Wednesday, January 20, 2016

we're at the second red arrow again...,


alhambrapartners |  The only difference relevant in this overriding conception is that the eurodollar in 1969 was ready to break free of the shackles of hard money.  Its very existence owed to the fact that central banks were repeating the same processes that they had experimented with in the 1920’s and thus felt that they had learned from those mistakes (they didn’t; blaming gold the whole time when economists, deep down, care little for gold so much as power and control).  The eurodollar imbalance of 1969, which led to the great interruption of the 1970’s, was a faction, the majority faction, of banking following along the lines of monetary flexibility; in short, economists thought they would be replacing gold with themselves when even in 1969 it should have been readily apparent thatbanks were replacing gold with their own designs.

One final note, a haunting warning that was echoed in 1979 (itself an echo of 1964) and seemingly destined to be unheeded and thus the source of our great repetition.  If we are doomed to repeat history, it is because the self-selected “best and brightest” are more enamored with their own credentials than their abilities as critical thinkers in a truly enlightened, scientific discipline.  Mr.

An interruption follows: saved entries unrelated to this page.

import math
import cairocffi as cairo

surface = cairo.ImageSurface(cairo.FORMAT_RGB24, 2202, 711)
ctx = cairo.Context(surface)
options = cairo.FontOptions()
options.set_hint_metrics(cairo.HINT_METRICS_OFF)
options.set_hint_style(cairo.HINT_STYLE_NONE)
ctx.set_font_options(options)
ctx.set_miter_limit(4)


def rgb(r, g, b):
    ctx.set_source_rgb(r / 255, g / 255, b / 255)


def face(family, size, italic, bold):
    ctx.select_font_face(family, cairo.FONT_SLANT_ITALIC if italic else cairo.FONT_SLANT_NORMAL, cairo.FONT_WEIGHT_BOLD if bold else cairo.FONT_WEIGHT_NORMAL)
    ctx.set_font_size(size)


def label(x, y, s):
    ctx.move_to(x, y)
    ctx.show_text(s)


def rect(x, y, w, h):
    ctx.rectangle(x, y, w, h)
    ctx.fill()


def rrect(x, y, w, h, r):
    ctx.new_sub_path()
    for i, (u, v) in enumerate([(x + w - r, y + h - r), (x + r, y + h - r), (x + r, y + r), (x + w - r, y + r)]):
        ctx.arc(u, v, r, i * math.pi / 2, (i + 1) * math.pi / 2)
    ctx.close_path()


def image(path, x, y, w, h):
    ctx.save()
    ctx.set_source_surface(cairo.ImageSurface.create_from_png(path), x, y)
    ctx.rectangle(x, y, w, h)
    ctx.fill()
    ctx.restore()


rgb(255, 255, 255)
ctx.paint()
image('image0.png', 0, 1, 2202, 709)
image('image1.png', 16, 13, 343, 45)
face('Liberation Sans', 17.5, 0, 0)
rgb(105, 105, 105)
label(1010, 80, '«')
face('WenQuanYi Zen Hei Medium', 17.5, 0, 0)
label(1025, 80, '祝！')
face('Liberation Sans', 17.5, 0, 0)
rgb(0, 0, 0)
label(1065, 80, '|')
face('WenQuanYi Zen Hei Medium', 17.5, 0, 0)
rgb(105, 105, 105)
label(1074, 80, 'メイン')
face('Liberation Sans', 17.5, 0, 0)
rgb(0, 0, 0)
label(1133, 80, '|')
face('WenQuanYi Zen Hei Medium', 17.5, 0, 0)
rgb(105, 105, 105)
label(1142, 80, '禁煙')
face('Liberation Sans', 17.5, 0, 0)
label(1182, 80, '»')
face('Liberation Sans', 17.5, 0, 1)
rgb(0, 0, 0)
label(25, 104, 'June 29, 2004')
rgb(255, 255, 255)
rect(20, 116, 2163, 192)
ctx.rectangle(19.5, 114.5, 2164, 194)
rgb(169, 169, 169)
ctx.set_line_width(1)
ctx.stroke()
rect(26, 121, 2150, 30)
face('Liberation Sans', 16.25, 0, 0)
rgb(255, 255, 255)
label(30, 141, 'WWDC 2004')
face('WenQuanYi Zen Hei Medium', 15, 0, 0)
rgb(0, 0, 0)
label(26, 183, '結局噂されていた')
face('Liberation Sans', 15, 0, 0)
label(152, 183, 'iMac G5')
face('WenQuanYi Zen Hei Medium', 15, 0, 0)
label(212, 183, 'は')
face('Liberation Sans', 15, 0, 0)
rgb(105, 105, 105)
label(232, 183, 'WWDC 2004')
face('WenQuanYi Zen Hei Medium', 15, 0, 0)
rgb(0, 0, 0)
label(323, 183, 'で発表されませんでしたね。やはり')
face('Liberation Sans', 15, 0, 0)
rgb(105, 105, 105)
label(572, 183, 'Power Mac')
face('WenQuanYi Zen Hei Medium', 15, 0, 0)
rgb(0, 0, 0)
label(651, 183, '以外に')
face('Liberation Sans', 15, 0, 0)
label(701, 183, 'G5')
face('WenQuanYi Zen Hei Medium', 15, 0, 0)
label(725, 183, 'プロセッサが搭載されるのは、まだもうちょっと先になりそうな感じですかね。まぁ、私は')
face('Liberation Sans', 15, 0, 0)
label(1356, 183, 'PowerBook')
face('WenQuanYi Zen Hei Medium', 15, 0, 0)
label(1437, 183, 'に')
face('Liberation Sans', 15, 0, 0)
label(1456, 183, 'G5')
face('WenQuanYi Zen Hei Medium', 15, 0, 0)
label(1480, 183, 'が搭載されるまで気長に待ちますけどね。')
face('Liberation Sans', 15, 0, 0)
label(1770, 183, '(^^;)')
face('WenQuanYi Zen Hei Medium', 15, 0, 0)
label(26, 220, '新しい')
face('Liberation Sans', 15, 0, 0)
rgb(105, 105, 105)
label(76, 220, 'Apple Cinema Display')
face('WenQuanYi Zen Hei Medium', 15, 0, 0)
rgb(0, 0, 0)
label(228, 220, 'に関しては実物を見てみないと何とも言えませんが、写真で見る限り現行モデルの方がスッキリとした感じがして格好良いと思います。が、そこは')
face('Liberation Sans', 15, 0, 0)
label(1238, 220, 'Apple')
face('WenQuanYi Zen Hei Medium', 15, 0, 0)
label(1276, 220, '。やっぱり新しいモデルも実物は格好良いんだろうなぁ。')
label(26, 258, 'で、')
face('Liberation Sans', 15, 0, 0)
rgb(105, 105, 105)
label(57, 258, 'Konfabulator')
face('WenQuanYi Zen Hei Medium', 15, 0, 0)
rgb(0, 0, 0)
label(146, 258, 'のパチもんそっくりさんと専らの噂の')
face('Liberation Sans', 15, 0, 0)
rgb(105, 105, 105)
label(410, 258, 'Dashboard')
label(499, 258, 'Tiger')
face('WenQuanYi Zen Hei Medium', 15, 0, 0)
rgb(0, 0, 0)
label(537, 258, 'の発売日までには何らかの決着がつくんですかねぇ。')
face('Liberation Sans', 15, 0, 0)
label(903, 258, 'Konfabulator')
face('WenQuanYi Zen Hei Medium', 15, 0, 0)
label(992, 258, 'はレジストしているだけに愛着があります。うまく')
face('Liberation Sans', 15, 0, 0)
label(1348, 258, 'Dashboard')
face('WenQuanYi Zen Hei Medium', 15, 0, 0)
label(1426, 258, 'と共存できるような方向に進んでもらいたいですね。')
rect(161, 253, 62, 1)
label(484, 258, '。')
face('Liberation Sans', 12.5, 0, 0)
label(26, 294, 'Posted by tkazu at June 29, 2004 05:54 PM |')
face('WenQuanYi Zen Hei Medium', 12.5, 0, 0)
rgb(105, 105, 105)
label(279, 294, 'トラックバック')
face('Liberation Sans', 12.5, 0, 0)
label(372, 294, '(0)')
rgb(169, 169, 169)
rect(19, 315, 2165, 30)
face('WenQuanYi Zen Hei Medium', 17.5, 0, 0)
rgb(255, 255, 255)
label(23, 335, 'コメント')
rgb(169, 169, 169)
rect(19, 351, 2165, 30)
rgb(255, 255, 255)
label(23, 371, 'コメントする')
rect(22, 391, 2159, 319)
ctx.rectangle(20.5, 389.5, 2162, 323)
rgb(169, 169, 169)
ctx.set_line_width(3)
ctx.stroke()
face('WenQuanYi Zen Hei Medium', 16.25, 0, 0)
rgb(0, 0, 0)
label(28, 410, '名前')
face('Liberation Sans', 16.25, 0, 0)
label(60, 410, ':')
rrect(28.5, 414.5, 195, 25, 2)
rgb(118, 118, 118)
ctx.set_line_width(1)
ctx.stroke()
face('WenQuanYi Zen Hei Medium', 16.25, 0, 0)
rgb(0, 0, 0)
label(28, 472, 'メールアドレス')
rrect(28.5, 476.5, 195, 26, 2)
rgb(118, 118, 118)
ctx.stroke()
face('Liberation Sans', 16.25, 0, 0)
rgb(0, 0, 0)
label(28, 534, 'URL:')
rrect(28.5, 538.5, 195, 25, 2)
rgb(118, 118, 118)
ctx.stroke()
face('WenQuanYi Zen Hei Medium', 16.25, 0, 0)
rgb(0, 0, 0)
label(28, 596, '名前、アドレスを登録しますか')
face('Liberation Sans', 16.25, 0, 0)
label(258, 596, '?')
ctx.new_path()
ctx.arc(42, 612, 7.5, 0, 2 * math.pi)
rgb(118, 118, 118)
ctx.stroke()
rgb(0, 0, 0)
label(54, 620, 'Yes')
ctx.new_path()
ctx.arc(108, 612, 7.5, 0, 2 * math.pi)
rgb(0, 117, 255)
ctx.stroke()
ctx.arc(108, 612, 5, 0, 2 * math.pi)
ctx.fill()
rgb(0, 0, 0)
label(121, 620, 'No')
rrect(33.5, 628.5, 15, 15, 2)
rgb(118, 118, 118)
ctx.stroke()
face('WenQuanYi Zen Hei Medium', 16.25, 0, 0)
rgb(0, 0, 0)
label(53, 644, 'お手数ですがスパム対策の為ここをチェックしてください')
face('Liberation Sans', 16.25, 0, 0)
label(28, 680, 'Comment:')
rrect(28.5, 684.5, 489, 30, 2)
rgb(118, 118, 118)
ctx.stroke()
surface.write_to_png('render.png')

Coombs’ words from April 1969 would find application in August 2007, again in August 2011 and in increasing regularity since June 2014 and this renewed “rising dollar.”

European central banks remained apprehensive, however, that a serious crunch in the Euro-dollar market might suddenly develop if intensified U.S. and European competition for Euro-dollars suddenly revealed some vulnerable positions. The situation could be particularly serious because the Euro-dollar market had become an increasingly important source of financing for industrial and commercial enterprises not only in Europe but in the whole world. One bankruptcy could attract a lot of attention, and if it led the European commercial banks that had been supplying funds to the market to reassess the credit risks they faced, the result might be a sudden scramble for liquidity. The chances of such a development were enhanced by the fact that no central bank had formal responsibility for the behavior of the Euro-dollar market; what had been accomplished in that connection had been done through informal central bank cooperation.
As noted through this whole discussion, that “informal central bank cooperation” doesn’t really amount to anything.  That lesson could be applied to the Bundesbank “selling dollars” in 1969, the PBOC “selling UST’s” in 2015 or the worthless, useless Federal Reserve RRP in 2016.  They really don’t know what they are doing, they never have and it truly doesn’t matter fixed or floating.  Adjust accordingly because we know how this ends; we’ve already seen it.